Connection reset by peer during HTTP ACME challenge for `.co.uk` domains

My domain is: madmask.co.uk

I ran this command: getssl -u (see GitHub - srvrco/getssl: obtain free SSL certificates from letsencrypt ACME server Suitable for automating the process on remote servers.)

It produced this output:

Check all certificates
Registering account
Verify each domain
Verifying madmask.co.uk
madmask.co.uk is already validated
Verifying www.madmask.co.uk
copying challenge token to /home/jakeqz/public_html/madmask.co.uk/.well-known/acme-challenge/gtlC7LRVj1_SGq3U2J31DdvDZxbQHgti77EHDnhHKy0
sending request to ACME server saying we're ready for challenge
checking if challenge is complete
getssl: www.madmask.co.uk:Verify error:    "detail": "92.205.0.87: Fetching http://www.madmask.co.uk/.well-known/acme-challenge/gtlC7LRVj1_SGq3U2J31DdvDZxbQHgti77EHDnhHKy0: Connection reset by peer",

My web server is (include version): Apache 2.4.57, LiteSpeed V8.0.1, Cloudlinux 1.3

The operating system my web server runs on is (include version): Linux sxb1plzcpnl489428.prod.sxb1.secureserver.net 2.6.32-954.3.5.lve1.4.90.el6.x86_64 #1 SMP Tue Feb 21 12:26:30 UTC 2023 x86_64 x86_64 x86_64 GNU/Linux

My hosting provider, if applicable, is: GoDaddy shared hosting with cPanel

I can login to a root shell on my machine (yes or no, or I don't know): no, it's shared hosting, but I have SSH access and can log into a non-root shell

I'm using a control panel to manage my site (no, or provide the name and version of the control panel): cPanel 102.0.32

The version of my client is (e.g. output of certbot --version or certbot-auto --version if you're using Certbot): getssl V2.48 (see GitHub - srvrco/getssl: obtain free SSL certificates from letsencrypt ACME server Suitable for automating the process on remote servers.)

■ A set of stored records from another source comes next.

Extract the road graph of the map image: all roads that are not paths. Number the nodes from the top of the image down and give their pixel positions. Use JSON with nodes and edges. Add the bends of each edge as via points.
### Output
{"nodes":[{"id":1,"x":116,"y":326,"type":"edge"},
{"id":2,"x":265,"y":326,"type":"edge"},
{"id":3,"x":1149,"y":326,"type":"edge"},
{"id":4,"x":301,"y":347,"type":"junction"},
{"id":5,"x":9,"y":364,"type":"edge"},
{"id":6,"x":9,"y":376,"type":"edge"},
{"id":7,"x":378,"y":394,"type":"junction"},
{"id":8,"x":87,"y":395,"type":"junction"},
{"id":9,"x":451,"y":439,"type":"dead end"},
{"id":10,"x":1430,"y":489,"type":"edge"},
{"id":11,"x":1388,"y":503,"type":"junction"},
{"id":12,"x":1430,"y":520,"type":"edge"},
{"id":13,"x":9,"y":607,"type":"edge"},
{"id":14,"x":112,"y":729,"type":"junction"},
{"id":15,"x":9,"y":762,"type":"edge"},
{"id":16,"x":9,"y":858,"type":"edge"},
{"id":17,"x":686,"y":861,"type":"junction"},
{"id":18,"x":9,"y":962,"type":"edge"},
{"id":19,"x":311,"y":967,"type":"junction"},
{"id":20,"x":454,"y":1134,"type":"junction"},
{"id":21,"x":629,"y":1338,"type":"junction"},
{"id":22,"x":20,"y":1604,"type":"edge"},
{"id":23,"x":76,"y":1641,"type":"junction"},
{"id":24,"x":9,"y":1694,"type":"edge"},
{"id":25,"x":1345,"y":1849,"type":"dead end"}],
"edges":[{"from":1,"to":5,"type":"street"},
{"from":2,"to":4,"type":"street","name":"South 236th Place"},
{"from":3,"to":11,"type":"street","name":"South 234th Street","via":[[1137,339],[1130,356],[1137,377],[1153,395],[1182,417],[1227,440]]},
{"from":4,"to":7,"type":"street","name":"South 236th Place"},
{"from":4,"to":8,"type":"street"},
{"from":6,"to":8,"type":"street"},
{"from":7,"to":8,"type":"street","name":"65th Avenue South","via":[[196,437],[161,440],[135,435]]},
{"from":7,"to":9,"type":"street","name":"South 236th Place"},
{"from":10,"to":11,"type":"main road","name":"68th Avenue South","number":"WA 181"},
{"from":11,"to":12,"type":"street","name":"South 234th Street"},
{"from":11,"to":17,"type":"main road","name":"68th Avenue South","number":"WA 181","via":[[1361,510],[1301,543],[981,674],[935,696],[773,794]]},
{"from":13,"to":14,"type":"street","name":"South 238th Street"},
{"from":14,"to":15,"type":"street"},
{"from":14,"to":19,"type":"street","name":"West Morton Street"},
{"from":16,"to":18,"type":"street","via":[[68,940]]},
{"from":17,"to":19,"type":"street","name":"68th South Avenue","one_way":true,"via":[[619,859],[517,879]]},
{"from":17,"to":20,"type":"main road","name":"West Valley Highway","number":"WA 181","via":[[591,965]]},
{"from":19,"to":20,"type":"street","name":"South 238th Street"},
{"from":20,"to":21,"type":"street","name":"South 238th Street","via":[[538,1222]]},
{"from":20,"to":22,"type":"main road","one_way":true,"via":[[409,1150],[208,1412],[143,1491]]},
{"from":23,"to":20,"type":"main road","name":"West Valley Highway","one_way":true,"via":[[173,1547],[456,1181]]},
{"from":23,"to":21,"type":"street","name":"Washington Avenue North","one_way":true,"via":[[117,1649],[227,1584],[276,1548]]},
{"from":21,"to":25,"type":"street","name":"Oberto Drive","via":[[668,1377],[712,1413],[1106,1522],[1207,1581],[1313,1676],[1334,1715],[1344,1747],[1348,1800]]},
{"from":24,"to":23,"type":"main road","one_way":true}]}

Automatic SSL certificate updates had been working fine for a few years until after 26 June 2023.

On 10 July, a twice-weekly cron job to renew SSLs failed for four .co.uk domains, yet succeeded for one .com domain. (On 26 June it succeeded for at least one .co.uk domain.)

The error in all cases was "Connection reset by peer".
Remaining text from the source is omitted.